▸ **PROVIDED MATERIAL**:
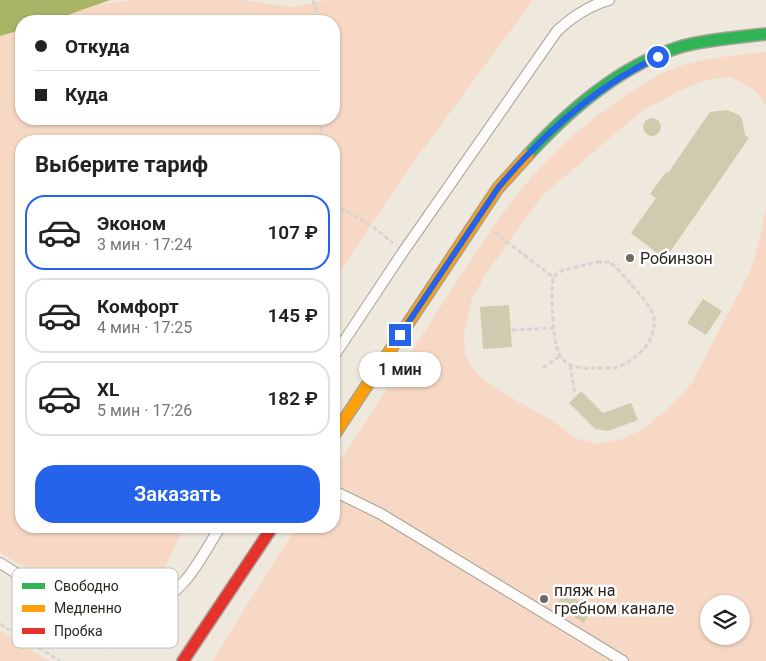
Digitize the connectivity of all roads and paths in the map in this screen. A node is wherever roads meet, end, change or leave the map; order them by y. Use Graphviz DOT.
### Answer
graph roads {
  1 [pos="313,0"];
  2 [pos="610,0"];
  3 [pos="317,15"];
  4 [pos="766,34"];
  5 [pos="340,207"];
  6 [pos="477,219"];
  7 [pos="403,252"];
  8 [pos="553,276"];
  9 [pos="554,328"];
  10 [pos="512,330"];
  11 [pos="340,347"];
  12 [pos="560,356"];
  13 [pos="570,364"];
  14 [pos="543,368"];
  15 [pos="575,394"];
  16 [pos="340,426"];
  17 [pos="340,494"];
  18 [pos="216,533"];
  19 [pos="268,533"];
  20 [pos="0,563"];
  21 [pos="12,570"];
  22 [pos="178,587"];
  23 [pos="0,624"];
  24 [pos="12,631"];
  25 [pos="39,648"];
  26 [pos="60,661"];
  27 [pos="184,661"];
  28 [pos="623,661"];
  1 -- 3 [label="path"];
  2 -- 7 [label="lane"];
  4 -- 6 [label="street"];
  5 -- 7 [label="path"];
  6 -- 8 [label="path"];
  6 -- 16 [label="street"];
  7 -- 11 [label="lane"];
  8 -- 9 [label="path"];
  8 -- 13 [label="path"];
  9 -- 10 [label="path"];
  9 -- 12 [label="path"];
  12 -- 13 [label="path"];
  12 -- 14 [label="path"];
  13 -- 15 [label="path"];
  17 -- 28 [label="lane"];
  18 -- 22 [label="lane"];
  19 -- 27 [label="street"];
  20 -- 21 [label="lane"];
  23 -- 24 [label="path"];
  25 -- 26 [label="path"];
}
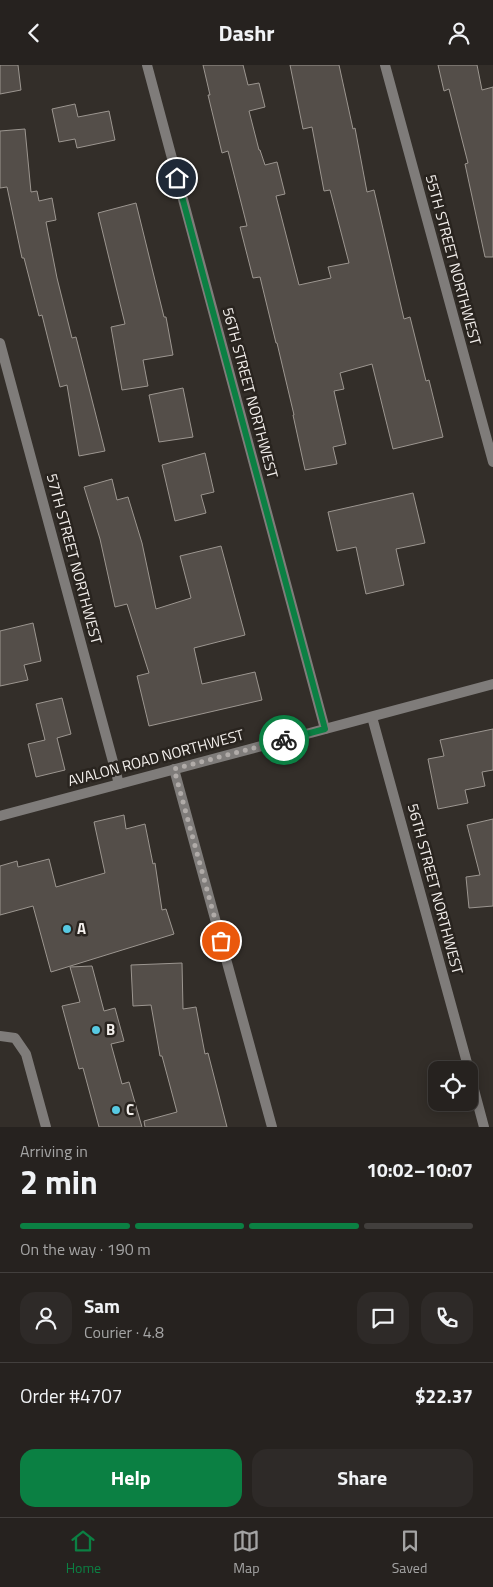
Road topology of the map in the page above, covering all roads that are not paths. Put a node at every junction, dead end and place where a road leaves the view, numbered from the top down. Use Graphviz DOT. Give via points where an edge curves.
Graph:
graph roads {
  1 [pos="146,65"];
  2 [pos="385,65"];
  3 [pos="0,343"];
  4 [pos="493,462"];
  5 [pos="493,684"];
  6 [pos="372,717"];
  7 [pos="325,729"];
  8 [pos="174,769"];
  9 [pos="119,784"];
  10 [pos="0,816"];
  11 [pos="0,1036"];
  12 [pos="467,1061"];
  13 [pos="478,1104"];
  14 [pos="46,1127"];
  15 [pos="272,1127"];
  16 [pos="484,1127"];
  1 -- 7 [label="street, 56TH STREET NORTHWEST"];
  2 -- 4 [label="street, 55TH STREET NORTHWEST"];
  3 -- 9 [label="street, 57TH STREET NORTHWEST"];
  5 -- 6 [label="street, AVALON ROAD NORTHWEST"];
  6 -- 7 [label="street, AVALON ROAD NORTHWEST"];
  6 -- 12 [label="street, 56TH STREET NORTHWEST"];
  7 -- 8 [label="street, AVALON ROAD NORTHWEST"];
  8 -- 9 [label="street, AVALON ROAD NORTHWEST"];
  8 -- 15 [label="street"];
  9 -- 10 [label="street, AVALON ROAD NORTHWEST"];
  11 -- 14 [label="street" via="15,1038 26,1053"];
  13 -- 16 [label="street, 56TH STREET NORTHWEST"];
}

▸ **ASSIGNMENT**: An exact restatement of the entries above is needed; no picture may appear in it.

▸ **RESPONSE TO THE TASK**:
Digitize the connectivity of all roads and paths in the map in this screen. A node is wherever roads meet, end, change or leave the map; order them by y. Use Graphviz DOT.
### Answer
graph roads {
  1 [pos="313,0"];
  2 [pos="610,0"];
  3 [pos="317,15"];
  4 [pos="766,34"];
  5 [pos="340,207"];
  6 [pos="477,219"];
  7 [pos="403,252"];
  8 [pos="553,276"];
  9 [pos="554,328"];
  10 [pos="512,330"];
  11 [pos="340,347"];
  12 [pos="560,356"];
  13 [pos="570,364"];
  14 [pos="543,368"];
  15 [pos="575,394"];
  16 [pos="340,426"];
  17 [pos="340,494"];
  18 [pos="216,533"];
  19 [pos="268,533"];
  20 [pos="0,563"];
  21 [pos="12,570"];
  22 [pos="178,587"];
  23 [pos="0,624"];
  24 [pos="12,631"];
  25 [pos="39,648"];
  26 [pos="60,661"];
  27 [pos="184,661"];
  28 [pos="623,661"];
  1 -- 3 [label="path"];
  2 -- 7 [label="lane"];
  4 -- 6 [label="street"];
  5 -- 7 [label="path"];
  6 -- 8 [label="path"];
  6 -- 16 [label="street"];
  7 -- 11 [label="lane"];
  8 -- 9 [label="path"];
  8 -- 13 [label="path"];
  9 -- 10 [label="path"];
  9 -- 12 [label="path"];
  12 -- 13 [label="path"];
  12 -- 14 [label="path"];
  13 -- 15 [label="path"];
  17 -- 28 [label="lane"];
  18 -- 22 [label="lane"];
  19 -- 27 [label="street"];
  20 -- 21 [label="lane"];
  23 -- 24 [label="path"];
  25 -- 26 [label="path"];
}
Road topology of the map in the page above, covering all roads that are not paths. Put a node at every junction, dead end and place where a road leaves the view, numbered from the top down. Use Graphviz DOT. Give via points where an edge curves.
Graph:
graph roads {
  1 [pos="146,65"];
  2 [pos="385,65"];
  3 [pos="0,343"];
  4 [pos="493,462"];
  5 [pos="493,684"];
  6 [pos="372,717"];
  7 [pos="325,729"];
  8 [pos="174,769"];
  9 [pos="119,784"];
  10 [pos="0,816"];
  11 [pos="0,1036"];
  12 [pos="467,1061"];
  13 [pos="478,1104"];
  14 [pos="46,1127"];
  15 [pos="272,1127"];
  16 [pos="484,1127"];
  1 -- 7 [label="street, 56TH STREET NORTHWEST"];
  2 -- 4 [label="street, 55TH STREET NORTHWEST"];
  3 -- 9 [label="street, 57TH STREET NORTHWEST"];
  5 -- 6 [label="street, AVALON ROAD NORTHWEST"];
  6 -- 7 [label="street, AVALON ROAD NORTHWEST"];
  6 -- 12 [label="street, 56TH STREET NORTHWEST"];
  7 -- 8 [label="street, AVALON ROAD NORTHWEST"];
  8 -- 9 [label="street, AVALON ROAD NORTHWEST"];
  8 -- 15 [label="street"];
  9 -- 10 [label="street, AVALON ROAD NORTHWEST"];
  11 -- 14 [label="street" via="15,1038 26,1053"];
  13 -- 16 [label="street, 56TH STREET NORTHWEST"];
}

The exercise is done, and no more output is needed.